- Exercise aim: Among the lines of the records below, copy those that hold the word "paths".

- Dataset:

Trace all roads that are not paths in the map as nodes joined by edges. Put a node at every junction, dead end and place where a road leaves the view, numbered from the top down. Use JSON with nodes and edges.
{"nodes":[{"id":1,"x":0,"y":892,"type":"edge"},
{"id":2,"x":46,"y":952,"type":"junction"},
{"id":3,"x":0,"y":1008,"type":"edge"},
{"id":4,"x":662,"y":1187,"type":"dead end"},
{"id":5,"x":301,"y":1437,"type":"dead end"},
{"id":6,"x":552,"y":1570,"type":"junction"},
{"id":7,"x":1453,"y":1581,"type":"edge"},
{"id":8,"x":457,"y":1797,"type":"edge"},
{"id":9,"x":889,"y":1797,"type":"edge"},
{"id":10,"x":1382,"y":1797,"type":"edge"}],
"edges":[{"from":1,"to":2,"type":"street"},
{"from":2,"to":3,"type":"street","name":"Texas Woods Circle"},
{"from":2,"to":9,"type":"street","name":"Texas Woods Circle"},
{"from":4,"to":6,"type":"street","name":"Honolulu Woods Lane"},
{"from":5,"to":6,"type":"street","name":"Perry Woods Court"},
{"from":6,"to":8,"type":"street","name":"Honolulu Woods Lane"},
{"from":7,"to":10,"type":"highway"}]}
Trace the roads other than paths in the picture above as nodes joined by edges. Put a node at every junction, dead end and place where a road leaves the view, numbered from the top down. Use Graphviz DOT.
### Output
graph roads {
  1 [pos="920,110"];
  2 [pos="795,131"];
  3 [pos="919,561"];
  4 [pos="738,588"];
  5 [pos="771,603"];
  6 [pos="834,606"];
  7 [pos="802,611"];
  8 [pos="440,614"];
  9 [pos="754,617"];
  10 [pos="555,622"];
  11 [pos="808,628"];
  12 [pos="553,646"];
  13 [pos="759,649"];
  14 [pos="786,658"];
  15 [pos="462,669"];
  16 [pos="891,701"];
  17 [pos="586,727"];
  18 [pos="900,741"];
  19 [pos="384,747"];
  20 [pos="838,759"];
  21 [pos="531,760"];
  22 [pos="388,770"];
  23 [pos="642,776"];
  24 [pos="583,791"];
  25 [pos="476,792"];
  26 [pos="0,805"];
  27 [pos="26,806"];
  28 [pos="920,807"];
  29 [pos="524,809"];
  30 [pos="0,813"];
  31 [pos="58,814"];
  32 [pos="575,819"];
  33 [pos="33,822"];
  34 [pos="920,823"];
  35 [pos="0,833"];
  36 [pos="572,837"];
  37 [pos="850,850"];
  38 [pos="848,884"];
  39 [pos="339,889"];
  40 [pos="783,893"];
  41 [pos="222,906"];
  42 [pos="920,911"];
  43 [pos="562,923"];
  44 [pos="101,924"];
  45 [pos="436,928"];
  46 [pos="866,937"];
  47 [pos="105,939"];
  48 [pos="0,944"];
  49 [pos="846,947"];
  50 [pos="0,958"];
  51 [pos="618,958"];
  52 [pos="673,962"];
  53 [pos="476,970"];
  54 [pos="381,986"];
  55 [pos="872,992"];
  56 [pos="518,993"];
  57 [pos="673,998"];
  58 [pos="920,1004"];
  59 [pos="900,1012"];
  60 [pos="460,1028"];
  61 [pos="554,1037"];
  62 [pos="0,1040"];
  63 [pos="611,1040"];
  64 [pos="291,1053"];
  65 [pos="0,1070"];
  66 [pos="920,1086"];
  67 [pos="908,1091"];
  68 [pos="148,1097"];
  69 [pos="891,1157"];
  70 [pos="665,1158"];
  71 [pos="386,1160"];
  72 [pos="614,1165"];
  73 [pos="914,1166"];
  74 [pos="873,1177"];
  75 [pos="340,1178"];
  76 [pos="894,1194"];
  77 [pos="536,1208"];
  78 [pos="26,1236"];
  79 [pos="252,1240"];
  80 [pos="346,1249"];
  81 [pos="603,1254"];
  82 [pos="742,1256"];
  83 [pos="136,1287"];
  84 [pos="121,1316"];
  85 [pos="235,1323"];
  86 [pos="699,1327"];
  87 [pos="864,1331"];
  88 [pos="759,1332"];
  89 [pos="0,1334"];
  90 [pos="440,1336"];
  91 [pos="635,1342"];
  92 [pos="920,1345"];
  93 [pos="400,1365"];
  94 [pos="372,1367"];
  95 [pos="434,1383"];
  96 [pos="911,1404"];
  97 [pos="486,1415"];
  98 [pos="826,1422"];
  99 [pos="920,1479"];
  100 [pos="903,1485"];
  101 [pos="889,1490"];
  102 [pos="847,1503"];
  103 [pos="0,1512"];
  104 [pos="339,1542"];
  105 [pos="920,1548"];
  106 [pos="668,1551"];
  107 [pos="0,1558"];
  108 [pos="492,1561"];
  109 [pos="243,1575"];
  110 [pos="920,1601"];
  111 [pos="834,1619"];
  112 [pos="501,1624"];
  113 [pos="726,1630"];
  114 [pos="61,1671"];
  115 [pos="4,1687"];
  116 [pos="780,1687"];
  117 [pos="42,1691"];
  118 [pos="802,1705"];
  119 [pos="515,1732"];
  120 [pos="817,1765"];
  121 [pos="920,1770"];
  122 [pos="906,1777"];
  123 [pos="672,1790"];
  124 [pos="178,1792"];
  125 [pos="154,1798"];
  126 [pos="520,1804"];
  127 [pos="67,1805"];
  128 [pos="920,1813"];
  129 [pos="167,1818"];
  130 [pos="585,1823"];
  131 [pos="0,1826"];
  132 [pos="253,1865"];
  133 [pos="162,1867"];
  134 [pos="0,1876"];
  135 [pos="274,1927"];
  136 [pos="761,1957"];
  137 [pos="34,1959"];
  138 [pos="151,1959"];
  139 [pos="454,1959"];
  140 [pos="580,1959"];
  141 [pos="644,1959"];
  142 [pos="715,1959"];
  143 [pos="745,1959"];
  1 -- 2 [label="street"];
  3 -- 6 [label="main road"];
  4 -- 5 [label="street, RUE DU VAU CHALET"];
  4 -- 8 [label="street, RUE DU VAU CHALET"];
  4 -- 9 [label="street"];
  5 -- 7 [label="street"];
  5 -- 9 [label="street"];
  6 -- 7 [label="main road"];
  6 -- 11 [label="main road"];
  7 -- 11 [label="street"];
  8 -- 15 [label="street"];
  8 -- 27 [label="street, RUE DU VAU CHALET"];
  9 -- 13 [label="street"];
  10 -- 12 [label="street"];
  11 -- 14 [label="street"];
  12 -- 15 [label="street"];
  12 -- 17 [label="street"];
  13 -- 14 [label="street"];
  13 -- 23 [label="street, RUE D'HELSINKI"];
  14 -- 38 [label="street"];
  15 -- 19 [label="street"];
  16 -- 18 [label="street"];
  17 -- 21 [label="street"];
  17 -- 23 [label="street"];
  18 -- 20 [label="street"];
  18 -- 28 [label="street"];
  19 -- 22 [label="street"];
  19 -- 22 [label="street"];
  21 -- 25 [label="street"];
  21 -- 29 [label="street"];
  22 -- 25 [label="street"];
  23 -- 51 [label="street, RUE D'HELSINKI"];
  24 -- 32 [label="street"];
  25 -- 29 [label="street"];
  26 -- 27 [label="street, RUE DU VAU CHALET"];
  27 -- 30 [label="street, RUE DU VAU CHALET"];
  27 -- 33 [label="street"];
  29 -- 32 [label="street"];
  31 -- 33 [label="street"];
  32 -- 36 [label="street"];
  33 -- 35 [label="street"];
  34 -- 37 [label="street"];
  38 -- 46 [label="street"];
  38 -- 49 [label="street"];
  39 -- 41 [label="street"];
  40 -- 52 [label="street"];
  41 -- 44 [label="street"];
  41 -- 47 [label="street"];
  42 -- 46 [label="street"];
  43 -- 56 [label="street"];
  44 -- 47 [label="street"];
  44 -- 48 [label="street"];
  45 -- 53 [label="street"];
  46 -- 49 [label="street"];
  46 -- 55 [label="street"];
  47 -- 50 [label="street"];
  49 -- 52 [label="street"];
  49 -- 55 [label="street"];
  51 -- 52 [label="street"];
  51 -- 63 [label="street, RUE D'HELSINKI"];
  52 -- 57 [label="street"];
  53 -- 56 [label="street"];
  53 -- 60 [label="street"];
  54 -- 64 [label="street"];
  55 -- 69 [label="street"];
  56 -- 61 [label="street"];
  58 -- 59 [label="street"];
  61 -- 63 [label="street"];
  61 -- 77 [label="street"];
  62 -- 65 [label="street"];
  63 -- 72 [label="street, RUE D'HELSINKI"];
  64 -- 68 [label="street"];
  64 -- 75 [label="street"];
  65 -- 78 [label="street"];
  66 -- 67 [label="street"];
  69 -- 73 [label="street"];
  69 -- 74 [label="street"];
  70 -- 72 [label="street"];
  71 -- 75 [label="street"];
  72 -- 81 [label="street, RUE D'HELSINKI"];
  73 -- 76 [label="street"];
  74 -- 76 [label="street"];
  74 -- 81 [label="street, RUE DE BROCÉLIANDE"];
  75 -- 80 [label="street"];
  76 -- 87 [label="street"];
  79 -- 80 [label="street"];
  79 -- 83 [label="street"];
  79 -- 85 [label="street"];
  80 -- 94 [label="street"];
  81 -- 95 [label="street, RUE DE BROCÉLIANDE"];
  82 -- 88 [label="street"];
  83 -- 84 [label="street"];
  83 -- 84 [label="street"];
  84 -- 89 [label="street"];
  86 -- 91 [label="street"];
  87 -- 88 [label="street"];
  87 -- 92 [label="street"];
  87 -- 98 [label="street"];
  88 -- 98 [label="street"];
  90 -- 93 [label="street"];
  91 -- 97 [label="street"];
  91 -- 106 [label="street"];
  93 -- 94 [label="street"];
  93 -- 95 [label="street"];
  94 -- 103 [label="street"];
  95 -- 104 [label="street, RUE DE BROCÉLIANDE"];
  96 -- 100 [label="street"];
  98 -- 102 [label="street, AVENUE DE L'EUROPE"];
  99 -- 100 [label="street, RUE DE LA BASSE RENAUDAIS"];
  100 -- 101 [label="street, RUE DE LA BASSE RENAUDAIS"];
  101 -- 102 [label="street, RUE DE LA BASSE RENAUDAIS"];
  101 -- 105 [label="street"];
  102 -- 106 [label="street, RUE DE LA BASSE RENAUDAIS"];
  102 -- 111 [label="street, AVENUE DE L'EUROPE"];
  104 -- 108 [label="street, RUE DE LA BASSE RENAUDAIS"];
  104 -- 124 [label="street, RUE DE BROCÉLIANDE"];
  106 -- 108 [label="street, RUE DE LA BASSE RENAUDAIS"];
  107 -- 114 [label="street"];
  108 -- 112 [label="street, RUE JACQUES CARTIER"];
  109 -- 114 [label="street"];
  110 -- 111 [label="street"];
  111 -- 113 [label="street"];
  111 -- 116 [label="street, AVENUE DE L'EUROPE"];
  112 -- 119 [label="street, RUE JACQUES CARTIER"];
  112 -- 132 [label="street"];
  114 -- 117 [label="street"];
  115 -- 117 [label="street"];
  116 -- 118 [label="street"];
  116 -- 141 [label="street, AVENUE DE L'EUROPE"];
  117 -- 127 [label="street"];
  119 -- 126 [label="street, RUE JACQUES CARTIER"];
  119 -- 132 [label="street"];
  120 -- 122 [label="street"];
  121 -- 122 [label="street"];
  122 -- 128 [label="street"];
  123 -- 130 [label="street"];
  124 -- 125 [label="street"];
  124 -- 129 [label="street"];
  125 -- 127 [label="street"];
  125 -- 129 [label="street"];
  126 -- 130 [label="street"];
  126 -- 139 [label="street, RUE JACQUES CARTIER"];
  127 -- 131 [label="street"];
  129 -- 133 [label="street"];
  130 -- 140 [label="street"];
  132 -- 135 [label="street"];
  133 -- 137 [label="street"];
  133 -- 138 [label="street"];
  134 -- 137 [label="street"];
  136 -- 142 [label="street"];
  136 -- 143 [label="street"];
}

- Answer for this exercise:
Trace all roads that are not paths in the map as nodes joined by edges. Put a node at every junction, dead end and place where a road leaves the view, numbered from the top down. Use JSON with nodes and edges.
Trace the roads other than paths in the picture above as nodes joined by edges. Put a node at every junction, dead end and place where a road leaves the view, numbered from the top down. Use Graphviz DOT.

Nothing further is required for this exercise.